Six Flags México is a amusement park located in the Tlalpan forest and borough, on the southern edge of Mexico City, Mexico. It is owned and operated by Six Flags, and is the most visited theme park in Latin America with 2.8 million annual visitors. It was previously known as Reino Aventura when it was Mexican-owned and featured the orca whale Keiko (from the movie Free Willy) as its principal attraction.

History
Reino Aventura (Spanish for "Adventure Kingdom") opened its gates on March 3, 1982, as the largest theme park in Latin America with a mascot named Cornelio, who was a purple cartoon dragon. Since its opening, no new attractions were added, thus attendance dropped. In 1992, the park was closed for an extensive remodeling as well as adding new rides, opening once again on July 3, 1993, with the new moniker El Nuevo Reino Aventura (The New Adventure Kingdom) featuring new rides such as Río Salvaje (Wild River, a raft ride), Viaje Inesperado (Unexpected Trip, a motion simulator), and Roller Skater (a Vekoma Kiddie Coaster). That same year, the feature film Free Willy was shot in the park. This attracted numerous animal rights organizations, which pressured the park to free the orca Keiko. After Keiko left, Cornelio the dragon became once again the Park's official mascot.

In 1999, Premier Parks bought Reino Aventura for an estimated $59 million. Under new administration, the park's name was officially changed to Six Flags. Twenty new attractions were added to the park, including Batman: The Ride, Kilahuea, and Medusa, a wooden roller coaster. It opened its gates again on April 14, 2000, as Six Flags México.

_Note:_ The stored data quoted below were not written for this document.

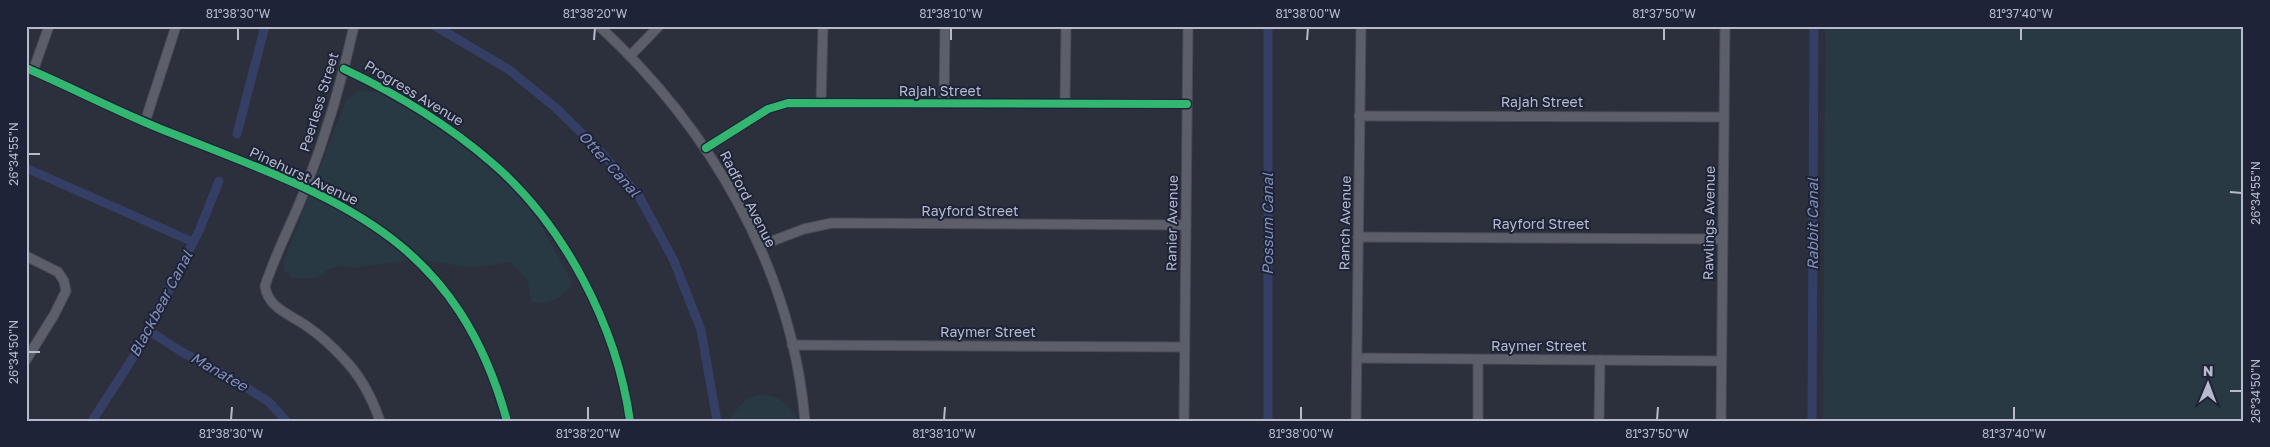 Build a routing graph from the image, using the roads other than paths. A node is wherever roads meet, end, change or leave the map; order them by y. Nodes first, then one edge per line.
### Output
1 (50, 26) edge
2 (176, 26) edge
3 (354, 26) edge
4 (599, 26) edge
5 (659, 26) edge
6 (823, 26) edge
7 (945, 26) edge
8 (1066, 26) edge
9 (1188, 26) edge
10 (1361, 26) edge
11 (1726, 26) edge
12 (630, 56) junction
13 (344, 69) junction
14 (30, 70) edge
15 (821, 102) junction
16 (944, 103) junction
17 (1065, 103) junction
18 (1187, 104) junction
19 (1360, 116) junction
20 (1724, 117) junction
21 (145, 122) junction
22 (706, 148) junction
23 (306, 187) junction
24 (1186, 225) junction
25 (1358, 237) junction
26 (1723, 239) junction
27 (759, 246) junction
28 (26, 256) edge
29 (792, 345) junction
30 (1184, 347) junction
31 (1357, 358) junction
32 (26, 360) edge
33 (1478, 360) junction
34 (1600, 360) junction
35 (1721, 361) junction
36 (380, 421) edge
37 (507, 421) edge
38 (630, 421) edge
39 (805, 421) edge
40 (1184, 421) edge
41 (1356, 421) edge
42 (1478, 421) edge
43 (1599, 421) edge
44 (1721, 421) edge

1 - 14 street
2 - 21 street
3 - 13 street, Peerless Street
4 - 12 street, Radford Avenue
5 - 12 street
6 - 15 street
7 - 16 street
8 - 17 street
9 - 18 street, Ranier Avenue
10 - 19 street, Ranch Avenue
11 - 20 street, Rawlings Avenue
12 - 22 street, Radford Avenue
13 - 23 street, Peerless Street
13 - 38 street, Progress Avenue
14 - 21 street, Pinehurst Avenue
15 - 16 street, Rajah Street
15 - 22 street, Rajah Street
16 - 17 street, Rajah Street
17 - 18 street, Rajah Street
18 - 24 street, Ranier Avenue
19 - 20 street, Rajah Street
19 - 25 street, Ranch Avenue
20 - 26 street, Rawlings Avenue
21 - 23 street, Pinehurst Avenue
22 - 27 street, Radford Avenue
23 - 36 street, Peerless Street
23 - 37 street, Pinehurst Avenue
24 - 27 street, Rayford Street
24 - 30 street, Ranier Avenue
25 - 26 street, Rayford Street
25 - 31 street, Ranch Avenue
26 - 35 street, Rawlings Avenue
27 - 29 street, Radford Avenue
28 - 32 street
29 - 30 street, Raymer Street
29 - 39 street, Radford Avenue
30 - 40 street, Ranier Avenue
31 - 33 street, Raymer Street
31 - 41 street, Ranch Avenue
33 - 34 street, Raymer Street
33 - 42 street
34 - 35 street, Raymer Street
34 - 43 street
35 - 44 street, Rawlings Avenue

Premier Parks bought the rest of the stocks on Six Flags, and became Six Flags Inc., which is their current name. The latest coaster openings in Six Flags México include Superman el Último Escape (2004), The Dark Knight (2009), The Joker (2013), Medusa Steel Coaster (2014), and Wonder Woman Coaster (2018).

In 2011, the park opened Terminator X: A Laser Battle for Salvation, an indoor themed laser tag attraction. On September 6, 2012, Six Flags México announced The Joker a Gerstlauer spinning coaster for the 2013 season. The Joker was relocated from Six Flags Discovery Kingdom as Pandemonium from 2008-2012. Also announced is two new events in October and December, Festival del Terror and Christmas in the Park, both starting in 2012. 

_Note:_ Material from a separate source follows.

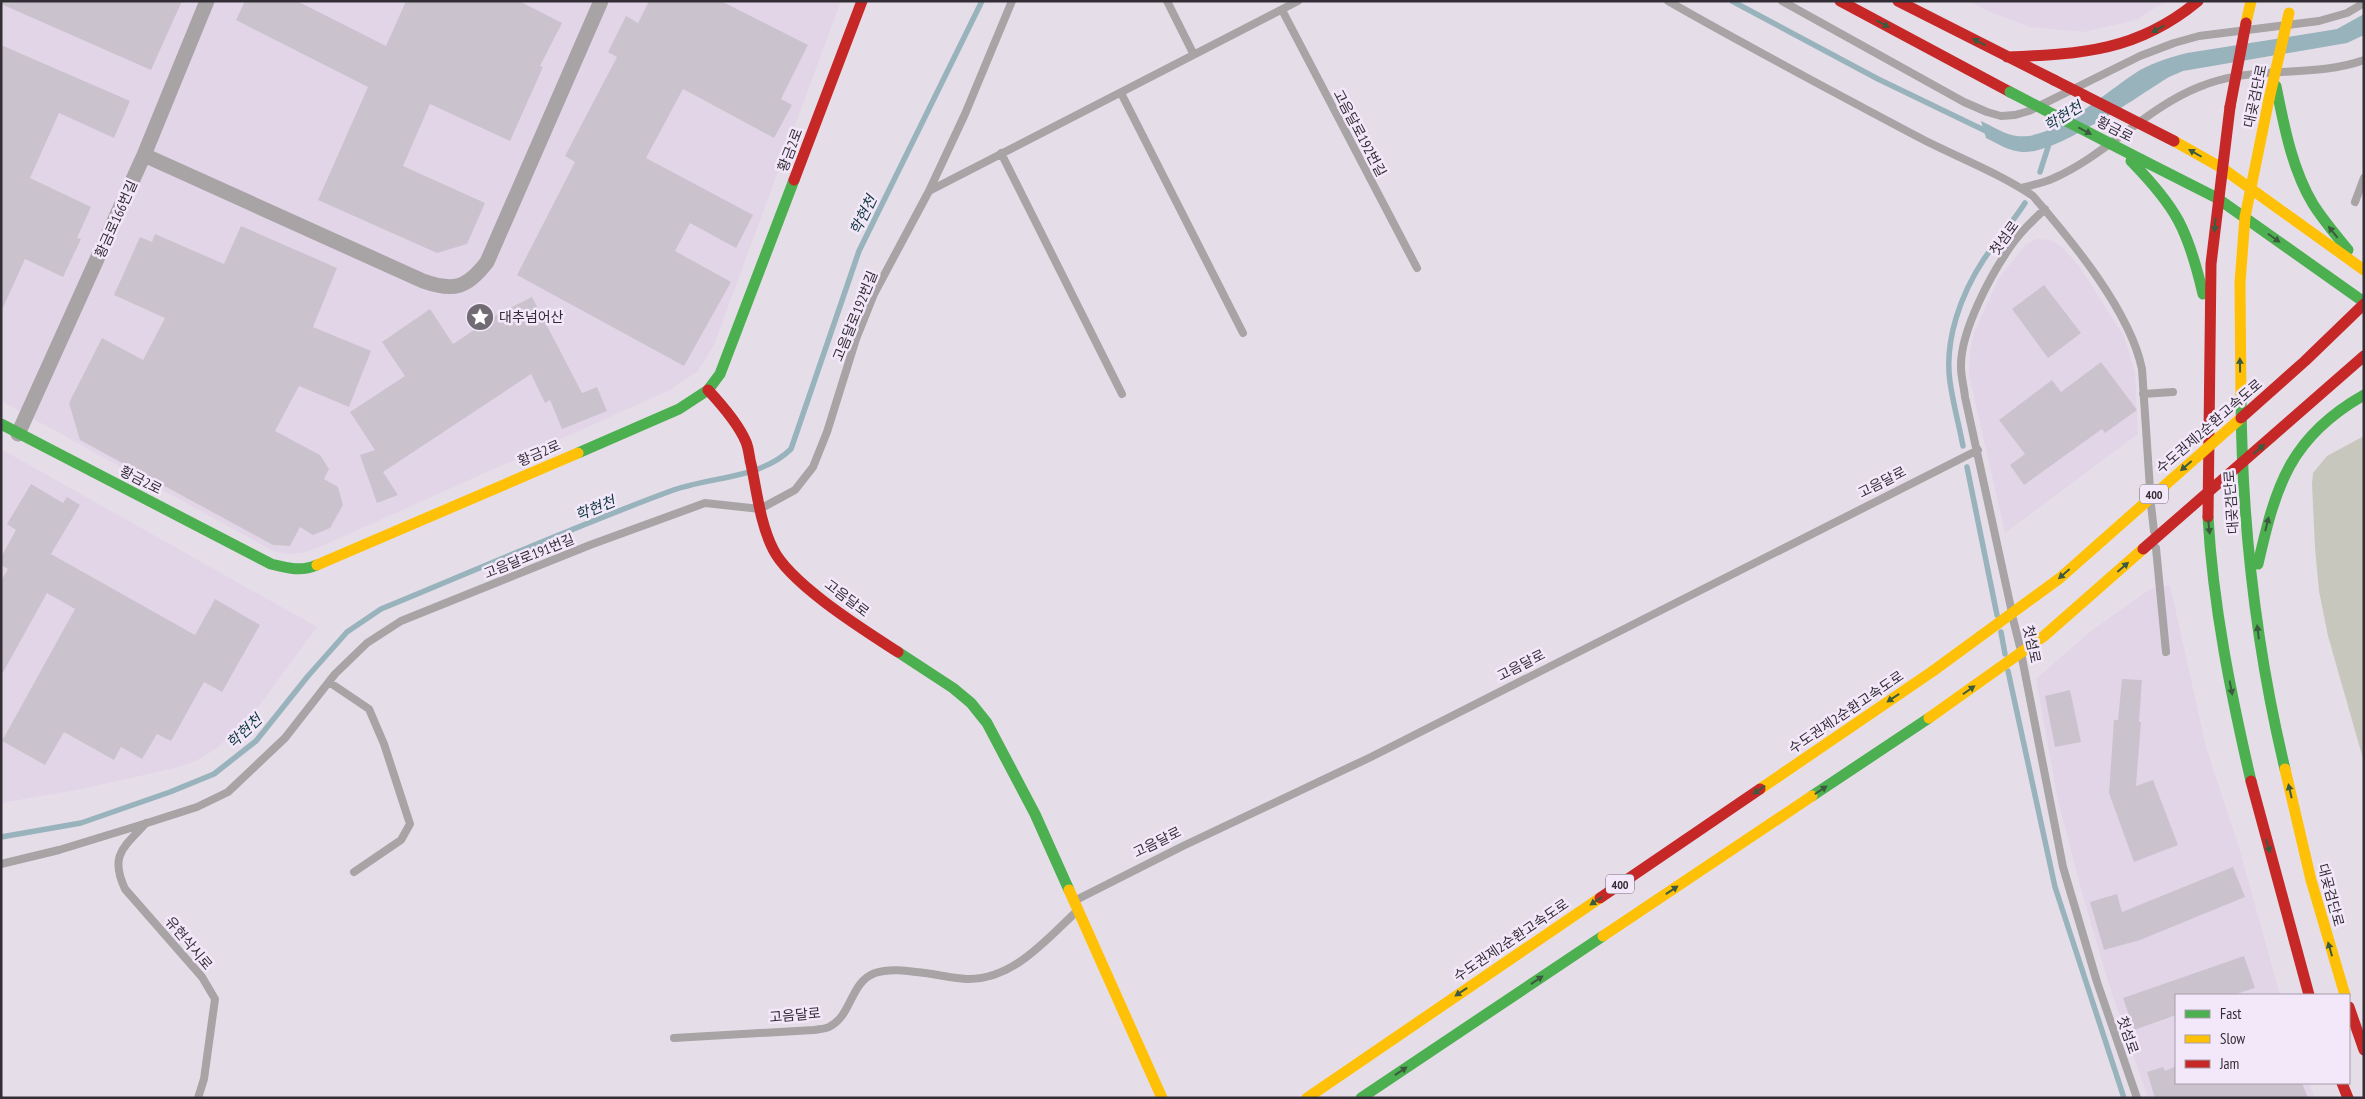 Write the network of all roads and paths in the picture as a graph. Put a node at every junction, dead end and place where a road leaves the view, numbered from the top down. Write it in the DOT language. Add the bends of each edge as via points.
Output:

In June 2013, Six Flags México announced on Facebook that an attraction at the park will be closing at the end of summer 2013. On July 1, 2013, Cowboy Stunt Show was announce for the park. On August 29, 2013, Six Flags officially announced the renovation of Medusa to Medusa Steel Coaster that will feature steel tracks and multiple inversions for the 2014 season. On August 28, 2014, it was announced that the park would get a Funtime Starflyer named Skyscreamer in 2015. On September 3, 2015, it was announced that the park would get Justice League: Battle For Metropolis 4D in 2016, like Six Flags Great America. On September 1, 2016, it was announced that the park would get new things in 2017. They announced The New Revolution Virtual Reality Coaster and Medusa Steel Coaster, a Mardi Gras festival, and a new water park called Hurricane Harbor.

Current attractions

Pueblo Mexicano (Mexican Village)

Pueblo Francés (French Village)

Pueblo Suizo (Swiss Village)

Pueblo Polinesio (Polynesian Village)

Villa Hollywood

DC Universe is a sub-section of Villa Hollywood, which includes rides themed to DC Comics.

DC Super Friends

Pueblo Vaquero (Cowboy Village)

Bugs Bunny Boomtown

Former attractions

Accidents
Carlos Joel Garza Marines, 15, fell ten meters from the "Rueda India" and broke his legs in March 2019.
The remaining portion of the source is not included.